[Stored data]
· · ·
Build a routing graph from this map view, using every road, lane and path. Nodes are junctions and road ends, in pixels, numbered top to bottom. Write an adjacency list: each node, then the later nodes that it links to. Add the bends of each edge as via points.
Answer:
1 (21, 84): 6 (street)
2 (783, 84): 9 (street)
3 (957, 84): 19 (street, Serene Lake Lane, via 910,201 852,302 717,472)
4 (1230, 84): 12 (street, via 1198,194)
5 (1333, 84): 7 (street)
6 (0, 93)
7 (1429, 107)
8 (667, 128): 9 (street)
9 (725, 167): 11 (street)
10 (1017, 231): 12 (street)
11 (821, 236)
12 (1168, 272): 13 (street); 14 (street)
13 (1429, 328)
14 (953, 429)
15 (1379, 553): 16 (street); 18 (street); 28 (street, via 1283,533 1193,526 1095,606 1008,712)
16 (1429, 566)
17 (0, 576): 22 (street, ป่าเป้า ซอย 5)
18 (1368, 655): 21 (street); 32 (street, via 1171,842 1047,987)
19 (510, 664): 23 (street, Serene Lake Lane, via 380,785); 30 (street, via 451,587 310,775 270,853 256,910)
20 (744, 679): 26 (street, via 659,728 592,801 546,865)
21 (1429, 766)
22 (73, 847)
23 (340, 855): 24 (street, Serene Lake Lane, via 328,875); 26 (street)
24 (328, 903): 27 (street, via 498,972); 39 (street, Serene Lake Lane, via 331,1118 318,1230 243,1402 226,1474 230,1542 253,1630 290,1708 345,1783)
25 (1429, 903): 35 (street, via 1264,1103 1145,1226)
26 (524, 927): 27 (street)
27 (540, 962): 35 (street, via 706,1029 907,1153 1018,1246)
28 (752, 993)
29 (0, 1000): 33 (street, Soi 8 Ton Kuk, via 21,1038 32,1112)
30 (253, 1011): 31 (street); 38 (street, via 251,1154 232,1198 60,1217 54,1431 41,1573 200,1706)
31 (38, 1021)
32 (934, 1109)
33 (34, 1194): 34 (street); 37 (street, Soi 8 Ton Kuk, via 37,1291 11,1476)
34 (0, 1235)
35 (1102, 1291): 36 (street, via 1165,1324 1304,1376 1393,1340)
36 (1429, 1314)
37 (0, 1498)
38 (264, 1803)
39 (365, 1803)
· · ·
All lines in the records above that contain "Serene" are to be reported.

Exercise solution:
3 (957, 84): 19 (street, Serene Lake Lane, via 910,201 852,302 717,472)
19 (510, 664): 23 (street, Serene Lake Lane, via 380,785); 30 (street, via 451,587 310,775 270,853 256,910)
23 (340, 855): 24 (street, Serene Lake Lane, via 328,875); 26 (street)
24 (328, 903): 27 (street, via 498,972); 39 (street, Serene Lake Lane, via 331,1118 318,1230 243,1402 226,1474 230,1542 253,1630 290,1708 345,1783)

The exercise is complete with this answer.